• [Exercise] Once you have read the records below, write them all out exactly as given.

(Saved entries)
* * * *

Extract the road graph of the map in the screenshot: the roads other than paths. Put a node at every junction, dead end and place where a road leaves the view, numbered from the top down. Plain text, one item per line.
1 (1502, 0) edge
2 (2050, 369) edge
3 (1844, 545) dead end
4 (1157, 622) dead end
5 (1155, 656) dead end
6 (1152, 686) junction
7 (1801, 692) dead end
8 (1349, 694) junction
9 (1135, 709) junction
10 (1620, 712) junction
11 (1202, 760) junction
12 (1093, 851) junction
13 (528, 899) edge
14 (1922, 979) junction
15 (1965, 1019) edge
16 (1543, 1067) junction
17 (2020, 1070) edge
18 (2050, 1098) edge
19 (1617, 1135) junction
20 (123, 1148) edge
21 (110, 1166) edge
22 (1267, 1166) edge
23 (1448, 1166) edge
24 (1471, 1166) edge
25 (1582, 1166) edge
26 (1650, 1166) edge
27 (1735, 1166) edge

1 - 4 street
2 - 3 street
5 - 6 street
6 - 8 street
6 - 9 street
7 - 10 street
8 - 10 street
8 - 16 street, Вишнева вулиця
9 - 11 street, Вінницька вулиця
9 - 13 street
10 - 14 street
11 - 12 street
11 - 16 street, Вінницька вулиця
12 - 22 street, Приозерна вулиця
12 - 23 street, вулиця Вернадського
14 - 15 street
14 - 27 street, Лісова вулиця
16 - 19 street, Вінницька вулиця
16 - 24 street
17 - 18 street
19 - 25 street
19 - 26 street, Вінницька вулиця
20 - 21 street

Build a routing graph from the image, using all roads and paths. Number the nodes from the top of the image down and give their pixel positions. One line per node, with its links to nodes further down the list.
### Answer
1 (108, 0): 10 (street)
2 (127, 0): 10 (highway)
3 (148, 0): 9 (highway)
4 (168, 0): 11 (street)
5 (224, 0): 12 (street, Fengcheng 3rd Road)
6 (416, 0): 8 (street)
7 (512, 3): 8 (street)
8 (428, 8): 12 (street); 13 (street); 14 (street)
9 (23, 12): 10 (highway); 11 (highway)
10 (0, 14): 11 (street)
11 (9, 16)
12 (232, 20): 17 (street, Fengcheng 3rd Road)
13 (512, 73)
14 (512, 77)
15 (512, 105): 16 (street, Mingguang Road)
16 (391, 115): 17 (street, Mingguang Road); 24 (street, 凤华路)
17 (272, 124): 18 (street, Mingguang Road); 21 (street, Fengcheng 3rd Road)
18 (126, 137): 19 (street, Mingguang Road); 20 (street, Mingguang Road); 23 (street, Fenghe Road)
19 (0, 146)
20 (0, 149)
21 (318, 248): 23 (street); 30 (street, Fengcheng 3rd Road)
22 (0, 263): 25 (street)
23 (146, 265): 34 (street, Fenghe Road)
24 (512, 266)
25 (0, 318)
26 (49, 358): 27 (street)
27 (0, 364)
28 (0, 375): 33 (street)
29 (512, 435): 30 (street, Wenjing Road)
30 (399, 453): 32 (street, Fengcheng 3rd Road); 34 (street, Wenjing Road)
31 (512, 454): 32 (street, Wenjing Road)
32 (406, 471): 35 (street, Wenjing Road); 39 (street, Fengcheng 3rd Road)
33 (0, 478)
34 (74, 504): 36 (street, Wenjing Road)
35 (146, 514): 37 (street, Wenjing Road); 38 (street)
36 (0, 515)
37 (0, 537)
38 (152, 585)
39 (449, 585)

* * * *

• [Task result]
Extract the road graph of the map in the screenshot: the roads other than paths. Put a node at every junction, dead end and place where a road leaves the view, numbered from the top down. Plain text, one item per line.
1 (1502, 0) edge
2 (2050, 369) edge
3 (1844, 545) dead end
4 (1157, 622) dead end
5 (1155, 656) dead end
6 (1152, 686) junction
7 (1801, 692) dead end
8 (1349, 694) junction
9 (1135, 709) junction
10 (1620, 712) junction
11 (1202, 760) junction
12 (1093, 851) junction
13 (528, 899) edge
14 (1922, 979) junction
15 (1965, 1019) edge
16 (1543, 1067) junction
17 (2020, 1070) edge
18 (2050, 1098) edge
19 (1617, 1135) junction
20 (123, 1148) edge
21 (110, 1166) edge
22 (1267, 1166) edge
23 (1448, 1166) edge
24 (1471, 1166) edge
25 (1582, 1166) edge
26 (1650, 1166) edge
27 (1735, 1166) edge

1 - 4 street
2 - 3 street
5 - 6 street
6 - 8 street
6 - 9 street
7 - 10 street
8 - 10 street
8 - 16 street, Вишнева вулиця
9 - 11 street, Вінницька вулиця
9 - 13 street
10 - 14 street
11 - 12 street
11 - 16 street, Вінницька вулиця
12 - 22 street, Приозерна вулиця
12 - 23 street, вулиця Вернадського
14 - 15 street
14 - 27 street, Лісова вулиця
16 - 19 street, Вінницька вулиця
16 - 24 street
17 - 18 street
19 - 25 street
19 - 26 street, Вінницька вулиця
20 - 21 street

Build a routing graph from the image, using all roads and paths. Number the nodes from the top of the image down and give their pixel positions. One line per node, with its links to nodes further down the list.
### Answer
1 (108, 0): 10 (street)
2 (127, 0): 10 (highway)
3 (148, 0): 9 (highway)
4 (168, 0): 11 (street)
5 (224, 0): 12 (street, Fengcheng 3rd Road)
6 (416, 0): 8 (street)
7 (512, 3): 8 (street)
8 (428, 8): 12 (street); 13 (street); 14 (street)
9 (23, 12): 10 (highway); 11 (highway)
10 (0, 14): 11 (street)
11 (9, 16)
12 (232, 20): 17 (street, Fengcheng 3rd Road)
13 (512, 73)
14 (512, 77)
15 (512, 105): 16 (street, Mingguang Road)
16 (391, 115): 17 (street, Mingguang Road); 24 (street, 凤华路)
17 (272, 124): 18 (street, Mingguang Road); 21 (street, Fengcheng 3rd Road)
18 (126, 137): 19 (street, Mingguang Road); 20 (street, Mingguang Road); 23 (street, Fenghe Road)
19 (0, 146)
20 (0, 149)
21 (318, 248): 23 (street); 30 (street, Fengcheng 3rd Road)
22 (0, 263): 25 (street)
23 (146, 265): 34 (street, Fenghe Road)
24 (512, 266)
25 (0, 318)
26 (49, 358): 27 (street)
27 (0, 364)
28 (0, 375): 33 (street)
29 (512, 435): 30 (street, Wenjing Road)
30 (399, 453): 32 (street, Fengcheng 3rd Road); 34 (street, Wenjing Road)
31 (512, 454): 32 (street, Wenjing Road)
32 (406, 471): 35 (street, Wenjing Road); 39 (street, Fengcheng 3rd Road)
33 (0, 478)
34 (74, 504): 36 (street, Wenjing Road)
35 (146, 514): 37 (street, Wenjing Road); 38 (street)
36 (0, 515)
37 (0, 537)
38 (152, 585)
39 (449, 585)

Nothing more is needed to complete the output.